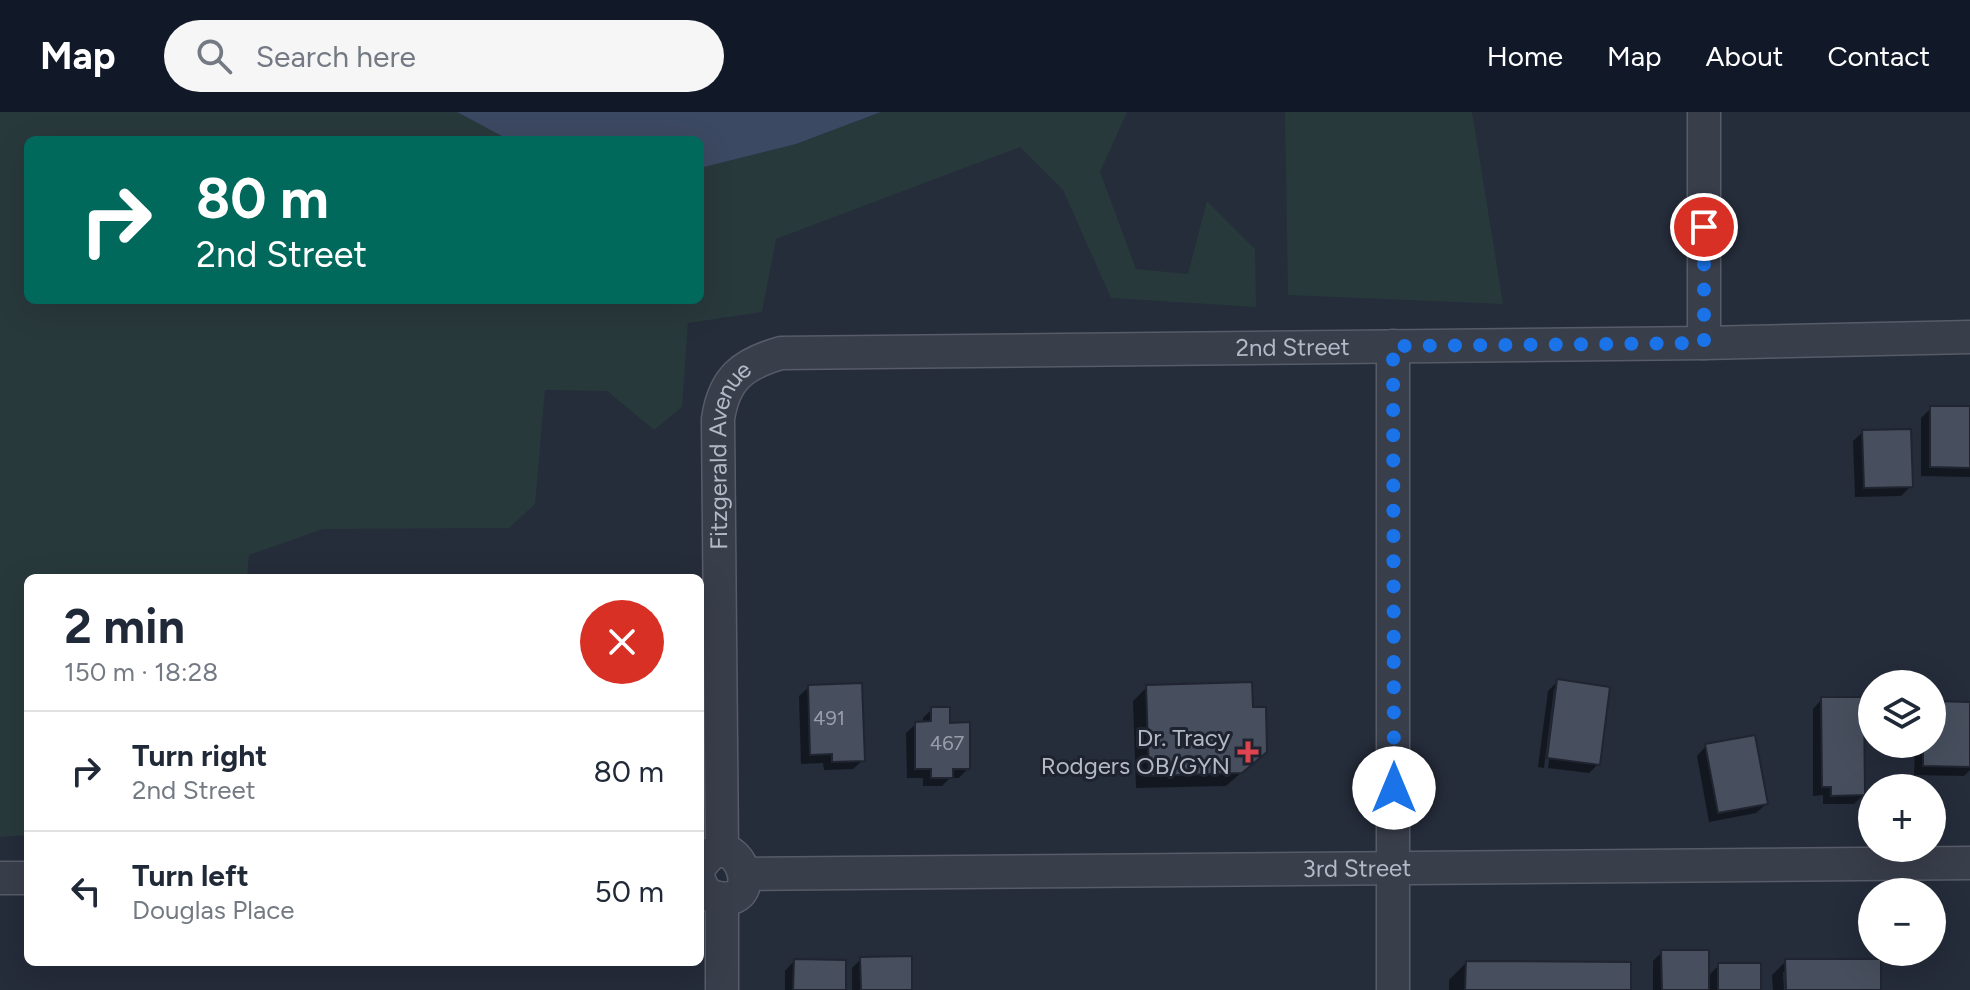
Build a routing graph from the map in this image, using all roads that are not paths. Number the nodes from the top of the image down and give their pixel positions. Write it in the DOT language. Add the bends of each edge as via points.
graph roads {
  1 [pos="1704,112"];
  2 [pos="1970,337"];
  3 [pos="1704,343"];
  4 [pos="1393,346"];
  5 [pos="760,359"];
  6 [pos="711,859"];
  7 [pos="1970,863"];
  8 [pos="1394,867"];
  9 [pos="745,874"];
  10 [pos="0,878"];
  11 [pos="24,878"];
  12 [pos="711,891"];
  13 [pos="722,990"];
  14 [pos="1393,990"];
  1 -- 3 [label="street"];
  2 -- 3 [label="street, 2nd Street"];
  3 -- 4 [label="street, 2nd Street"];
  4 -- 5 [label="street, 2nd Street" via="781,353"];
  4 -- 8 [label="street"];
  5 -- 6 [label="street, Fitzgerald Avenue" via="734,377 718,419"];
  6 -- 9 [label="street" via="735,856"];
  7 -- 8 [label="street, 3rd Street"];
  8 -- 9 [label="street, 3rd Street"];
  8 -- 14 [label="street"];
  9 -- 12 [label="street" via="736,894"];
  10 -- 11 [label="street"];
  12 -- 13 [label="street"];
}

•••••

◆ **YOUR OBJECTIVE**: Exactly as written, give every entry again, but not the pictures.

◆ **RESPONSE TO THIS EXERCISE**:
Build a routing graph from the map in this image, using all roads that are not paths. Number the nodes from the top of the image down and give their pixel positions. Write it in the DOT language. Add the bends of each edge as via points.
graph roads {
  1 [pos="1704,112"];
  2 [pos="1970,337"];
  3 [pos="1704,343"];
  4 [pos="1393,346"];
  5 [pos="760,359"];
  6 [pos="711,859"];
  7 [pos="1970,863"];
  8 [pos="1394,867"];
  9 [pos="745,874"];
  10 [pos="0,878"];
  11 [pos="24,878"];
  12 [pos="711,891"];
  13 [pos="722,990"];
  14 [pos="1393,990"];
  1 -- 3 [label="street"];
  2 -- 3 [label="street, 2nd Street"];
  3 -- 4 [label="street, 2nd Street"];
  4 -- 5 [label="street, 2nd Street" via="781,353"];
  4 -- 8 [label="street"];
  5 -- 6 [label="street, Fitzgerald Avenue" via="734,377 718,419"];
  6 -- 9 [label="street" via="735,856"];
  7 -- 8 [label="street, 3rd Street"];
  8 -- 9 [label="street, 3rd Street"];
  8 -- 14 [label="street"];
  9 -- 12 [label="street" via="736,894"];
  10 -- 11 [label="street"];
  12 -- 13 [label="street"];
}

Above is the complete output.